Mapping extends beyond measuring the size and geographical location of a cocoa farm. Household data is also collected, which allows for the development of tailored, individualized farmer plans. The plans offer services to farmers ranging from individual coaching, agricultural inputs, and tools to planting materials and crop and livestock diversification. Providing farmers with the appropriate offering, based on their individual situation and farm profile, supports their journey out of poverty.
“When farmers see the end results of applying good agricultural practices, it enables them to look beyond this season’s crop, and to a more sustainable farming future. They see that increasing cocoa yield with the same amount of land is possible.”
Hamidu believes a key step in the success of engaging with farmers and farming communities is establishing trust.

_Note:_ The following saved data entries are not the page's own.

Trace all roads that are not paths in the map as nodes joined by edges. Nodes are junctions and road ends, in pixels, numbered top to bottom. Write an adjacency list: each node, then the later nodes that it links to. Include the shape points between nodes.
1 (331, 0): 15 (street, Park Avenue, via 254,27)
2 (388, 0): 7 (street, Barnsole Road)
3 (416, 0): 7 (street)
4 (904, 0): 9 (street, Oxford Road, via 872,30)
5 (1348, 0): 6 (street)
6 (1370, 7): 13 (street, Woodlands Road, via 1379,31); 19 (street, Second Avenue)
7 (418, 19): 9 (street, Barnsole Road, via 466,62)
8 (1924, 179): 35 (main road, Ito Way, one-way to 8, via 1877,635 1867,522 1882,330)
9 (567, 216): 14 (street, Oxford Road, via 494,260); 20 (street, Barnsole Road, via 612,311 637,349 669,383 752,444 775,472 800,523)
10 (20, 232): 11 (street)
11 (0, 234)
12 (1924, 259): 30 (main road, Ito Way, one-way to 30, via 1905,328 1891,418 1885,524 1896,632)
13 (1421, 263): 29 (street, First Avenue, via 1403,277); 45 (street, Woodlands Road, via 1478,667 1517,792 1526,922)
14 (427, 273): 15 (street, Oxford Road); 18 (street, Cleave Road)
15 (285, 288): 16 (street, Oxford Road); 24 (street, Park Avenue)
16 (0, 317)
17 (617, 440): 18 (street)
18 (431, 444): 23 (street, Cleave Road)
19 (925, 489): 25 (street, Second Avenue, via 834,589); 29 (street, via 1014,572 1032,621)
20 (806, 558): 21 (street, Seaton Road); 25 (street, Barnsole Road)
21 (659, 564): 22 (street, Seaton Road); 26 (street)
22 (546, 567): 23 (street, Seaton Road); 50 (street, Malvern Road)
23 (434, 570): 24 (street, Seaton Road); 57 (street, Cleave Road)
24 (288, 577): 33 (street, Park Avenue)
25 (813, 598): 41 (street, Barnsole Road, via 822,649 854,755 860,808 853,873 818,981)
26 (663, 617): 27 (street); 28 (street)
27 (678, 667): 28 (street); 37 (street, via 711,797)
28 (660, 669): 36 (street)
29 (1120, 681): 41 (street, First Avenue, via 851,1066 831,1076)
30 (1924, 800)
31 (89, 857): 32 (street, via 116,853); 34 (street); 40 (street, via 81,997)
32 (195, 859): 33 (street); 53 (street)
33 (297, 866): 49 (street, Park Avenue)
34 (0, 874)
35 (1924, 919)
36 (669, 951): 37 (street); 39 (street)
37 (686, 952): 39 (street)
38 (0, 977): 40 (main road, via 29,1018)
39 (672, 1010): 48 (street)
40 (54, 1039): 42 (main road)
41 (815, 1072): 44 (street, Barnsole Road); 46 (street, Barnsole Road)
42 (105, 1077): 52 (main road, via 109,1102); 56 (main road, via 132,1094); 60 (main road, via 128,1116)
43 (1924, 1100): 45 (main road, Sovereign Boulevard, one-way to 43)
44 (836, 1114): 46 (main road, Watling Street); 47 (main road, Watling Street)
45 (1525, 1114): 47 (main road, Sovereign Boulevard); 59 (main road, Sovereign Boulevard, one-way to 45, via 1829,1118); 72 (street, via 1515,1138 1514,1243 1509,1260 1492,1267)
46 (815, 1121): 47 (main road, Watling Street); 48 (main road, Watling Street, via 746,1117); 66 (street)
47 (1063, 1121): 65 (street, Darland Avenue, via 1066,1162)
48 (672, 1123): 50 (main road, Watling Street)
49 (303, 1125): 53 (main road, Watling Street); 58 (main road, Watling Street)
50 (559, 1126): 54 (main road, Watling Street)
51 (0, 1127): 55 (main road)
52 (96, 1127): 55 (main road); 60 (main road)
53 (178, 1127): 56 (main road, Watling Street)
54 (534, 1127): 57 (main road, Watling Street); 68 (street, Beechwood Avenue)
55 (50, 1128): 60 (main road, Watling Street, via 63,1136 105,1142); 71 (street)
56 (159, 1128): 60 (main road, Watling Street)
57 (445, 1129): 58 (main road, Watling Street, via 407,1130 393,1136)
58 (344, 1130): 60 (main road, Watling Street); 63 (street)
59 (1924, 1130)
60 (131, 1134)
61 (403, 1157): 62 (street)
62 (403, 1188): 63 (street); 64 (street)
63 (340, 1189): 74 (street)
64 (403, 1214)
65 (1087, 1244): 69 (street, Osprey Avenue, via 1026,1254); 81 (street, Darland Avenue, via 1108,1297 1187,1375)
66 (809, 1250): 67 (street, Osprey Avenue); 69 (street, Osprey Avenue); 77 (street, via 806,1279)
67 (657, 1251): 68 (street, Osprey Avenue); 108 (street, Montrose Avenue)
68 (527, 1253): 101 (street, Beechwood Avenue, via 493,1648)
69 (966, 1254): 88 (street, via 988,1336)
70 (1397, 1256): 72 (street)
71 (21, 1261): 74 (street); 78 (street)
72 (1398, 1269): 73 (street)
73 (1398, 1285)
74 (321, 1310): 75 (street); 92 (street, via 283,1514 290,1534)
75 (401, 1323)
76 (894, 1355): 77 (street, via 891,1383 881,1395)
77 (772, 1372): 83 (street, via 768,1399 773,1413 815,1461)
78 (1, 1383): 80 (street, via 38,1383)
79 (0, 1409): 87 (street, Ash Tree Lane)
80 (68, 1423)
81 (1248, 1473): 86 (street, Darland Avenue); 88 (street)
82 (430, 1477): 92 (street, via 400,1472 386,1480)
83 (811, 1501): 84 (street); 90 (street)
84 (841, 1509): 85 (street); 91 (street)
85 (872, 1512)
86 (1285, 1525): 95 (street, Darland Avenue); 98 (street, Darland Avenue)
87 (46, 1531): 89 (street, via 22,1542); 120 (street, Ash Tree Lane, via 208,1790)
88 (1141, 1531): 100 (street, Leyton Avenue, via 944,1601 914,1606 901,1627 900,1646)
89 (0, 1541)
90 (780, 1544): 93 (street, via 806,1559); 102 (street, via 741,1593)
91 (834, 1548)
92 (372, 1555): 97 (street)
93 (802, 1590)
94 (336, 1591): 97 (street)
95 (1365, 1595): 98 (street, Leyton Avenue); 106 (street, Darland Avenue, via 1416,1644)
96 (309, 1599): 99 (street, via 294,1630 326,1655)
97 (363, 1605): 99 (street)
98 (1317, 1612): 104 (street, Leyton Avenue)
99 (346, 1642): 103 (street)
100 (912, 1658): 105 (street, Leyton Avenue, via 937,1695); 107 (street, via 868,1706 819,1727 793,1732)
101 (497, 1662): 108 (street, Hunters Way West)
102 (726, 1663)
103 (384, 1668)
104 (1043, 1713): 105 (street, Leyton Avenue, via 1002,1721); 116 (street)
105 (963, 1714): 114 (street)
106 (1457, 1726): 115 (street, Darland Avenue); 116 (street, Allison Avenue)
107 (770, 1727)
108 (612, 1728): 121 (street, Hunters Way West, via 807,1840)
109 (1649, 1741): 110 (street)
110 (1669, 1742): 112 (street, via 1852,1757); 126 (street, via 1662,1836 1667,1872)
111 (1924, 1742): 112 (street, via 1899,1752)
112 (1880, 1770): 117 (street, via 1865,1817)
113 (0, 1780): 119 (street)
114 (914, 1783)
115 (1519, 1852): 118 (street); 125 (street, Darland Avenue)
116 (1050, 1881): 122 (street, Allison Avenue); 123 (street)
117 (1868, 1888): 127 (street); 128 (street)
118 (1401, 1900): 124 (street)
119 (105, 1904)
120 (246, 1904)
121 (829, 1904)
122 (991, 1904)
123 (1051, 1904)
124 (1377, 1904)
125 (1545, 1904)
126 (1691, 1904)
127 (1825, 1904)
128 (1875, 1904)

“Achieving trust with farmers and communities involves frequent visits, being visible in the community, undertaking regular farmer training and being available to provide guidance and support when needed. Showing farmers real, tangible results also achieves buy-in. An example here is the work we do with underplanting, whereby we prune back the older cocoa trees, clear weeds, and plant young seedlings underneath. Farmers see that the older trees suddenly start producing more – and they ask me why this is happening. I explain that by pruning, clearing waste and underplanting, the older trees can become healthier, whilst the young ones are growing. This is the same situation when shade trees are planted. Shade-grown cocoa improves soil quality and can increase biodiversity on the cocoa farm.”